User avatar
PeterO
Posts: 5024
Joined: Sun Jul 22, 2012 4:14 pm

Bootstrapping Languages

Mon May 13, 2019 3:25 pm

Somewhere in the last few days there was a discussion about bootstrapping languages, but I can't find it now.... It might have been deleted as such things are considered "off topic" by some people :roll:

Anyway, over the weekend I was reminded of the comments made by Tony Hoare in this speech called "The Emperor’s Old Clothes"
http://zoo.cs.yale.edu/classes/cs422/20 ... mperor.pdf

In it he writes "[The Algol 60 compiler] was designed and documented in ALGOL 60, and then coded into decimal machine code
using an explicit stack for recursion. Without the ALGOL 60 concept of recursion, at that time highly controversial, we could not have written this compiler at all."

So even without a working predecessor, the ALGOL 60 compiler still bootstrapped itself :-)

PeterO
Discoverer of the PI2 XENON DEATH FLASH!
Interests: C,Python,PIC,Electronics,Ham Radio (G0DZB),1960s British Computers.
"The primary requirement (as we've always seen in your examples) is that the code is readable. " Dougie Lawson

hippy
Posts: 5969
Joined: Fri Sep 09, 2011 10:34 pm
Location: UK

Re: Bootstrapping Languages

Mon May 13, 2019 4:46 pm

PeterO wrote:
Mon May 13, 2019 3:25 pm
So even without a working predecessor, the ALGOL 60 compiler still bootstrapped itself :-)
Eventually. Obviously not immediately when it was just an Algol 60 compiler written in Algol 60 in some source file.

There's always some precursor language needed in bootstrapping a new language.

One neat trick is to write a compiler in its own language and use macros so it's actually also some other language which can be compiled using that other language's tools. That makes for an interesting debate as to which language it is in.

I'm not convinced a language which compiles itself is necessarily a great idea. The question has to be what happens if all executables, or those which can compile the latest source, were lost ?

It's back to bootstrapping from the ground up and that's not always easy if the compiler has evolved to depend on things which could never have been in the initial versions.

I suppose that applies to all languages but it's more of an issue for those which lose favour.

Heater
Posts: 13367
Joined: Tue Jul 17, 2012 3:02 pm

Re: Bootstrapping Languages

Mon May 13, 2019 7:17 pm

hippy,
The question has to be what happens if all executables, or those which can compile the latest source, were lost ?
This is the kind of question that wakes me up in the middle of the night.

Seems to me that if we some how lost all the executables and/or source code of C++ compilers we would be screwed. So much depends on C++ now, even GCC. It would take thousands of software engineers three decades to recreate it all!

Hopefully they would think twice about making the same mistake over again though :)

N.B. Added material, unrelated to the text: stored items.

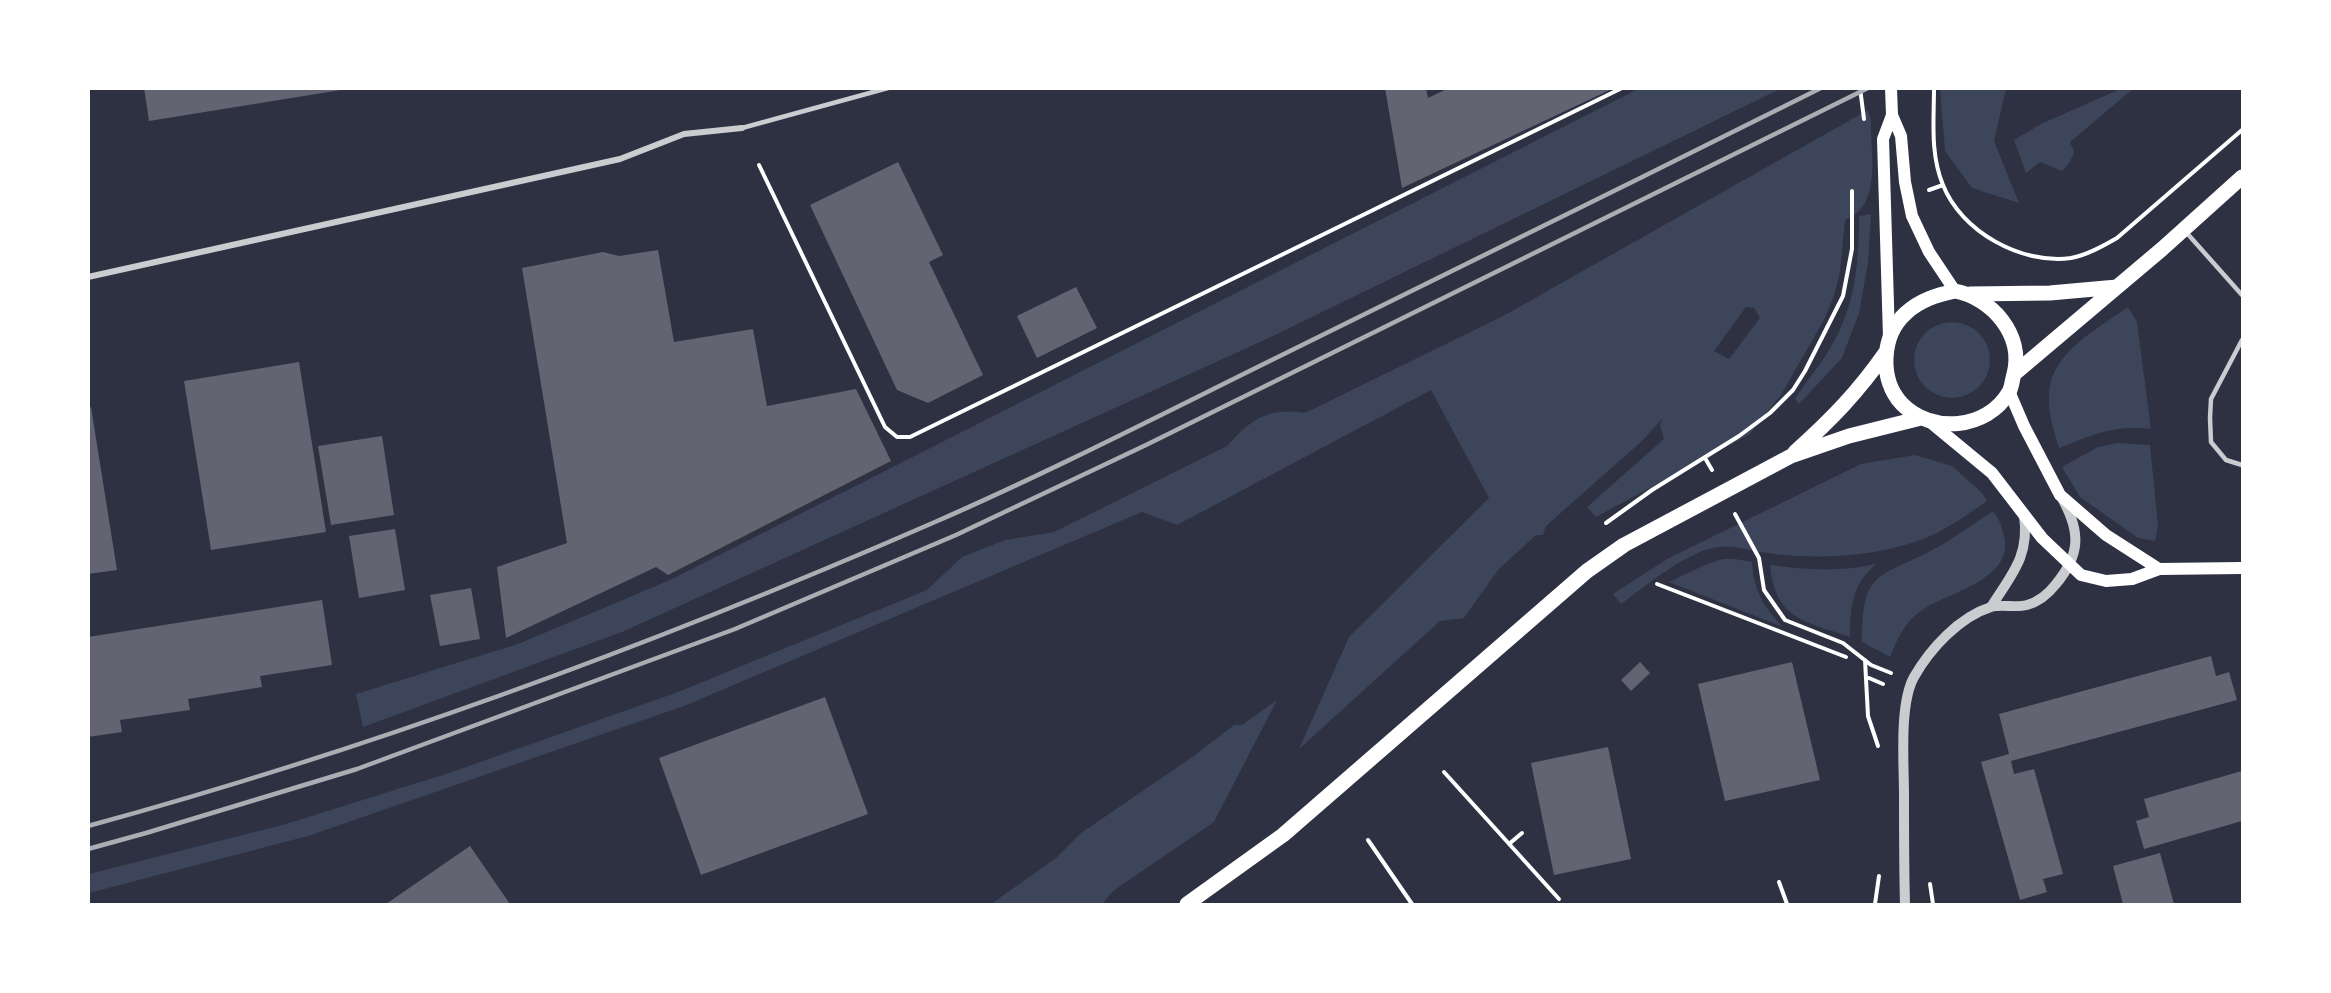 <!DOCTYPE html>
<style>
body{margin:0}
#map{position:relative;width:2331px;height:993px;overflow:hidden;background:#2d3142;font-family:"Nunito Sans",sans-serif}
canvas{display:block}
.frame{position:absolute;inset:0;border:90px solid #fff;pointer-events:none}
</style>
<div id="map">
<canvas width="2331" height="993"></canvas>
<div class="frame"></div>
</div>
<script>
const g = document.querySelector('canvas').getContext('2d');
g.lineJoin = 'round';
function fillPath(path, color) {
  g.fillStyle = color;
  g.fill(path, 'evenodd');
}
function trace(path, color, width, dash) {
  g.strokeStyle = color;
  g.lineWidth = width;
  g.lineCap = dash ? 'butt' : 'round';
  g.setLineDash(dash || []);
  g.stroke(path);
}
fillPath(new Path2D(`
 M 1638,89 L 1780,89 L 1271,337 L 622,632 L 363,727 L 356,694 L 518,644 L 670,580 Z
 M 1940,89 L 2006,89 L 1994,141 L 2019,203 L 1972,188 L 1945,151 Z
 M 2120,89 L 2133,89 L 2070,142 L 2074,152 L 2070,162 L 2062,171 L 2040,162 L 2026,173 L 2014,140 L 2041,124 Z
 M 1868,110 L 1871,120 C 1870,152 1883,206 1845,220 L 1840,272 L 1834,296 L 1824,320 L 1781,395 L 1750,434 L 1596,517 L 1587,507 L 1664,439 L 1660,425 L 1662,419 L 1643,440 L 1546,526 L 1543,535 L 1536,535 L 1498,570 L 1464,618 L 1440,621 L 1299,749 L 1349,637 L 1489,498 L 1431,390 L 1177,525 L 1142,512 L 684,706 L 308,836 L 89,893 L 89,874 L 286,824 L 452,772 L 678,692 L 927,590 L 962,557 L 1005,540 L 1054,532 L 1227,446 C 1251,419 1268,407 1305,413 L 1503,316 ZM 1746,307 L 1754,308 L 1760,318 L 1729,359 L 1714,351 Z
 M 1871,214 L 1868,263 L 1859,313 L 1842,358 L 1799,404 L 1795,399 C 1805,382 1819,367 1829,350 C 1855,308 1859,264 1859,216 Z
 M 2128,307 L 2137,322 L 2151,429 C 2115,424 2091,436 2059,448 C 2054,431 2047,411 2049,393 C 2051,352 2098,329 2128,307 Z
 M1914 360a38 38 0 1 1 76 0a38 38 0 1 1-76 0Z
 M 2117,443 L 2150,445 L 2158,525 L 2155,541 L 2138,538 L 2080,497 L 2062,467 L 2098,447 Z
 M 1915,455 L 1952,466 L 1982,493 L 1987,501 C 1968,514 1949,528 1928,537 C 1887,554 1840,558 1797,556 C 1785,555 1772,554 1760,552 C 1746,550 1734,545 1719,547 C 1688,550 1646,586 1621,604 L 1613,594 L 1667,559 L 1861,464 Z
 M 1993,511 C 2000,519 2003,530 2005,541 C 2009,581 1948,592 1921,611 C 1905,621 1897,640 1890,657 L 1862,642 C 1862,568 1879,579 1934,549 C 1955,538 1974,523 1993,511 Z
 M 1723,559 L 1735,559 L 1752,562 C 1753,589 1764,608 1783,627 L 1669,582 L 1707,564 Z
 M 1876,564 C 1852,584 1850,608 1850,637 C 1805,621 1775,620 1770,565 C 1807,570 1840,572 1876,564 Z
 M 1277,700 L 1214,822 L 1113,891 L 1102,904 L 991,904 L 1056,858 L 1081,833 L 1191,758 L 1234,725 L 1242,725 Z`), '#3c4559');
fillPath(new Path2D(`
 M 144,88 L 341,88 L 341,90 L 149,121 Z
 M 1385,88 L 1426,88 L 1428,98 L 1449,88 L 1614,88 L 1402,188 Z
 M 898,162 L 943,255 L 929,262 L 983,375 L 928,403 L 897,390 L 810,205 Z
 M 658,250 L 674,342 L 753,329 L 767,406 L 856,389 L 891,461 L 668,575 L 656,567 L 506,638 L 497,567 L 567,543 L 522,268 L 603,252 L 619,256 Z
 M 1076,287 L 1097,328 L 1037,358 L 1017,316 Z
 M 299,362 L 326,532 L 211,550 L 184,381 Z
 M 91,407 L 117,570 L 88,574 L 88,408 Z
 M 382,436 L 394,515 L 331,525 L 318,446 Z
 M 395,529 L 405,590 L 359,598 L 349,536 Z
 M 471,588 L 480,639 L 440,646 L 430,595 Z
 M 322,600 L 332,665 L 260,676 L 262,687 L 188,699 L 190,710 L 120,720 L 122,732 L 88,737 L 88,637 Z
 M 2211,656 L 2216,676 L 2229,672 L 2237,700 L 2011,761 L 2014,774 L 2034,769 L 2063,874 L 2043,879 L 2047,892 L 2020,900 L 1981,762 L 2009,754 L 1999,714 Z
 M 1640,662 L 1650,673 L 1631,691 L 1621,680 Z
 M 1792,662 L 1820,780 L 1725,801 L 1698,684 Z
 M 825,697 L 868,814 L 701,875 L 659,758 Z
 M 1608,747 L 1631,859 L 1554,875 L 1531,763 Z
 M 2242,771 L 2242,821 L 2144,849 L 2136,821 L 2149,817 L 2144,799 Z
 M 470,846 L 510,904 L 386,904 Z
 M 2160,853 L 2174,904 L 2123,904 L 2113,866 Z`), '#626471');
trace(new Path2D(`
 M 1860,88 L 1864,119
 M 1934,88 C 1934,120 1930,154 1943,185 C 1961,231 2021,265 2071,258 C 2087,255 2103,246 2117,238 L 2242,130
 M 759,165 L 885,427 L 897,437 L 910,437 L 1622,88
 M 1929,190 L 1943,185
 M 1705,458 L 1712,470
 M 1735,514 L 1759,558 L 1764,590 L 1785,620 L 1843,643 L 1871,665 L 1891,673
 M 1606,523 L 1652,490 L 1739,436 L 1770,413 L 1793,390 L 1805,371 L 1843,296 L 1852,249 L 1852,191
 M 1657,584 L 1846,657
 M 1865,660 L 1868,716 L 1878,746
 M 1869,678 L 1883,684
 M 1444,772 L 1559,899
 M 1368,840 L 1412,904
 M 1509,844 L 1522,833
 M 1779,882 L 1787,904
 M 1930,884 L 1933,904
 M 1875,904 L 1879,876`), '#fff', 4);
trace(new Path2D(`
 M 742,128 L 888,88
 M 2185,231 L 2242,295
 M 2242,340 L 2211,399 L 2210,418 L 2211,442 L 2226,460 L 2242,465`), '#caccd0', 4.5);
trace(new Path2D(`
 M 88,277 L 620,159 L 684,134 L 742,128`), '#caccd0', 6);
trace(new Path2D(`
 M 1991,607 C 2011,575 2030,556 2024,516
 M 1905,904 C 1904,868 1904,831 1904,795 C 1904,763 1899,704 1914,677 C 1930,649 1959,617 1991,607 C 2002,604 2015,608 2027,605 C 2038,602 2049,593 2056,584 C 2080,555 2081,533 2063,500`), '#caccd0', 10);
trace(new Path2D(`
 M 1891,88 L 1892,115 L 1901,136 L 1905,182 L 1912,216 L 1929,252 L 1955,291
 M 1889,337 L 1883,139 L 1892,115
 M 2009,391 L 2024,426 L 2060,495 L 2106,535 L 2159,569
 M 1929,421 L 1992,473 L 2042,538 L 2081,575 L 2106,581 L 2132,579 L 2159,569 L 2242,568`), '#fff', 12);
trace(new Path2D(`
 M 1955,291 C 1992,298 2024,335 2014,374 C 2012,380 2012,387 2009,392 C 1987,430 1931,434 1902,404 C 1879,380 1881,335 1906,313 C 1920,300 1937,295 1955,291 Z
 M 1970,294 L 2050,293 L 2117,287
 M 2014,374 L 2162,249 L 2242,177
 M 1795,452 C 1832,419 1858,392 1886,352
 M 1187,904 L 1283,835 L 1587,571 L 1624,545 L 1791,456 L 1849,436 L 1921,418`), '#fff', 15);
trace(new Path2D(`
 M 88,826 C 378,747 660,642 935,522 C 1054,470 1170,410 1286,353 C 1464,265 1643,177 1821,88
 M 88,849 L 146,833 L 357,769 L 735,629 L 956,535 L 1146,445 L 1868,88`), '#abadb3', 4.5);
</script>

Contrast to the first ALGOL 60 compiler, written by Dijkstra, only 4000 lines of assembler. Which he wrote out by hand on coding sheets and has been tested and published in a paper recently.

In the face of such a catastrophe we could get that going again quickly enough, and then use ALGOL 60 to bootstrap ourselves back into the Second Age of Computing.
Memory in C++ is a leaky abstraction .

Andyroo
Posts: 4503
Joined: Sat Jun 16, 2018 12:49 am

Re: Bootstrapping Languages

Mon May 13, 2019 7:36 pm

Forth was a bit Like that - you had a minimal language of words implemented in assembler and then built the rest in those and subsequent words.

I spent a few years messing with compilers and cross assemblers and am constantly amazed by the way languages have grown in power and complexity since my time share days but not convinced they have got more readable (COBOL still wins I think).

Given the amount of documentation about now I do not think we are at risk of loosing those skills BUT how close would the result be if they were re-created? What programmer would / could resist just making a little ‘tweak’ to ‘fix’ something they do not like in the language :lol:

The other risk is that there are too many languages - I hate having to pay for a software house to ‘upgrade’ someone else’s code as they do not use the same language! Web sites are classic for this - lost count the number of offers to make the site ‘better’ with this framework not that and the number of times commercial directors fall for it... Watch coders and designers run when you ask for an SLA and a refund if site numbers do not increase :lol: :roll: :lol:
Gone for good.

jahboater
Posts: 4690
Joined: Wed Feb 04, 2015 6:38 pm

Re: Bootstrapping Languages

Mon May 13, 2019 7:49 pm

hippy wrote:
Mon May 13, 2019 4:46 pm
I'm not convinced a language which compiles itself is necessarily a great idea.
Following on from something Heater said.

There are "systems programming" languages.
These, by definition, should be able to compile themselves. Mandatory. They are designed for writing operating systems, compilers, editors, assemblers, debuggers, you name it.

There are "general purpose" languages.
These aught be able to compile themselves if they are truly general purpose. A compiler is a big complex program, and a weak language might have problems with "programming in the large". Speed may also be a problem. But if a language cannot cope with transforming source code text to assembler or machine code it is probably not up to much in the real world.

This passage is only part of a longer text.